Il s’assit en travers de son fauteuil et souffla sur son café, portant son regard vers le panneau où étaient épinglés les rapports, les urgences et, au centre, les notes résumant les objectifs de la mission Québec. Trois feuilles proprement fixées côte à côte par trois punaises rouges. Empreintes génétiques, sueur, pisse et ordinateurs, feuilles d’érable, forêts, lacs, caribous. Demain, il signerait l’ordre de mission et, dans huit jours, il décollerait. Il sourit et avala une gorgée de café, l’esprit tranquille et même heureux.

Et il sentit soudain cette même sueur froide se déposer sur sa nuque, cette même gêne l’enserrer, ce chat griffu lui sauter sur les épaules. Il se courba sous le choc et reposa avec précaution son gobelet sur la table. Deuxième malaise en une heure de temps, trouble inconnu, comme un étranger en visite inopinée, déclenchant un qui-vive brutal, une alarme. Il s’obligea à se lever, à marcher. Hormis ce choc, cette suée, son corps répondait normalement. Il se passa les mains sur le visage, détendant sa peau, massant sa nuque. Un mal-être, une sorte de convulsion de défense. La morsure d’une détresse, la perception d’une menace et le corps qui se dresse face à elle. Et, à présent qu’il bougeait à nouveau facilement, lui demeurait une inexprimable sensation de chagrin, comme un sédiment terne que la vague abandonne au reflux.
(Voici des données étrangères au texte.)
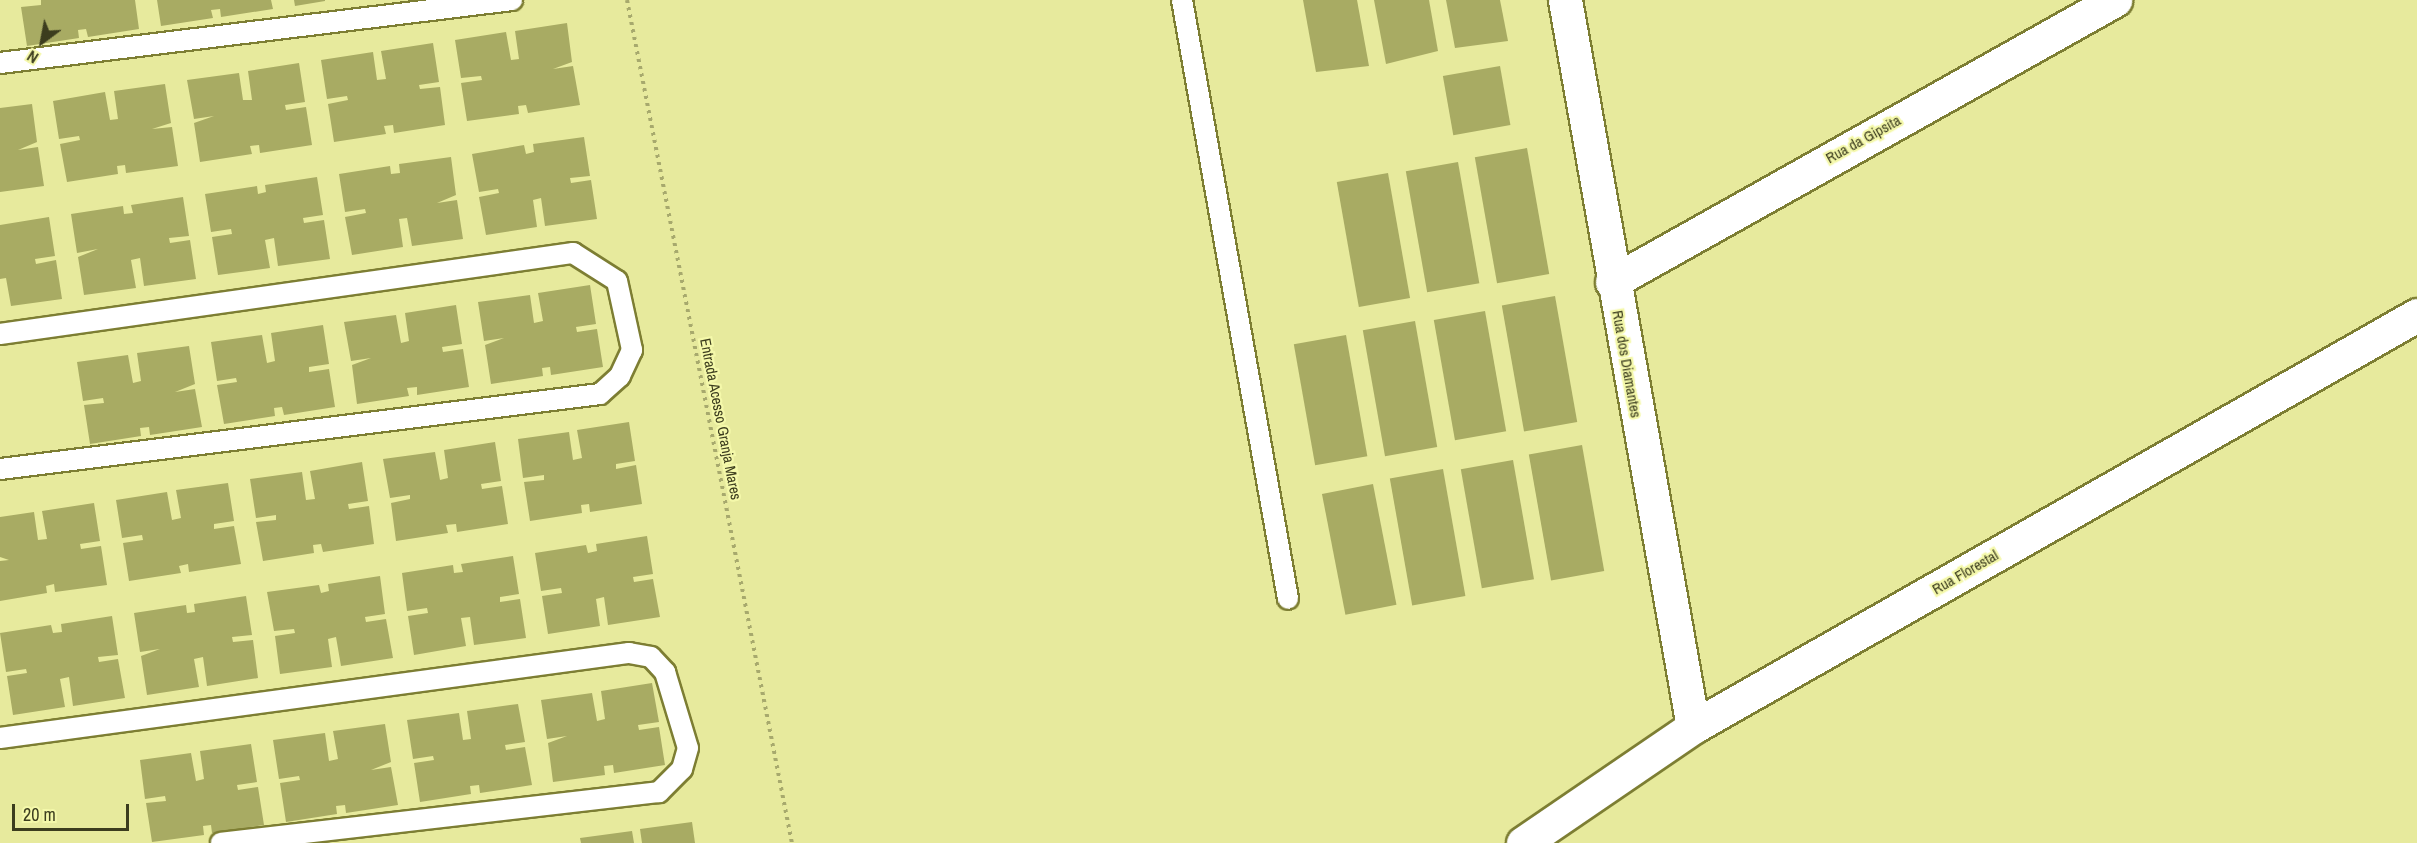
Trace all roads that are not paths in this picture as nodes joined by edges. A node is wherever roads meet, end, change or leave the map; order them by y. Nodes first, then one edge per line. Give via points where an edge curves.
1 (512, 0) edge
2 (1182, 0) edge
3 (1565, 0) edge
4 (2115, 0) edge
5 (0, 63) edge
6 (1612, 282) junction
7 (2417, 315) edge
8 (0, 334) edge
9 (0, 469) edge
10 (1288, 599) dead end
11 (1693, 728) junction
12 (0, 738) edge
13 (221, 843) edge
14 (1523, 843) edge

1 - 5 lane
2 - 10 lane
3 - 6 street, Rua dos Diamantes
4 - 6 street, Rua da Gipsita
6 - 11 street, Rua dos Diamantes
7 - 11 street, Rua Florestal
8 - 9 lane via 573,253 617,281 632,350 620,376 600,394
11 - 14 street, Rua Florestal
12 - 13 lane via 629,653 651,657 665,672 688,748 682,769 659,792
Il termina son café et posa son menton dans sa main. Il lui était arrivé en des tas d’occasions de ne pas se comprendre, mais c’était la première fois qu’il échappait à lui-même. La première fois qu’il basculait, le temps de quelques secondes, comme si un clandestin s’était glissé à bord de son être et s’était mis à la barre. De cela, il était certain : il y avait un clandestin à bord. Un homme sensé lui aurait expliqué l’absurdité du fait et suggéré l’étourdissement d’une grippe. Mais Adamsberg identifiait tout autre chose, la brève intrusion d’un dangereux inconnu, qui ne lui voulait aucun bien.


Il ouvrit son placard pour en sortir une vieille paire de tennis. Cette fois, s’en aller marcher ou rêver ne suffirait pas. Il lui faudrait courir, des heures s’il le fallait, droit vers la Seine, puis tout au long. Et dans cette course, semer son poursuivant, le lâcher dans les eaux du fleuve ou, pourquoi pas, sur quelqu’un d’autre.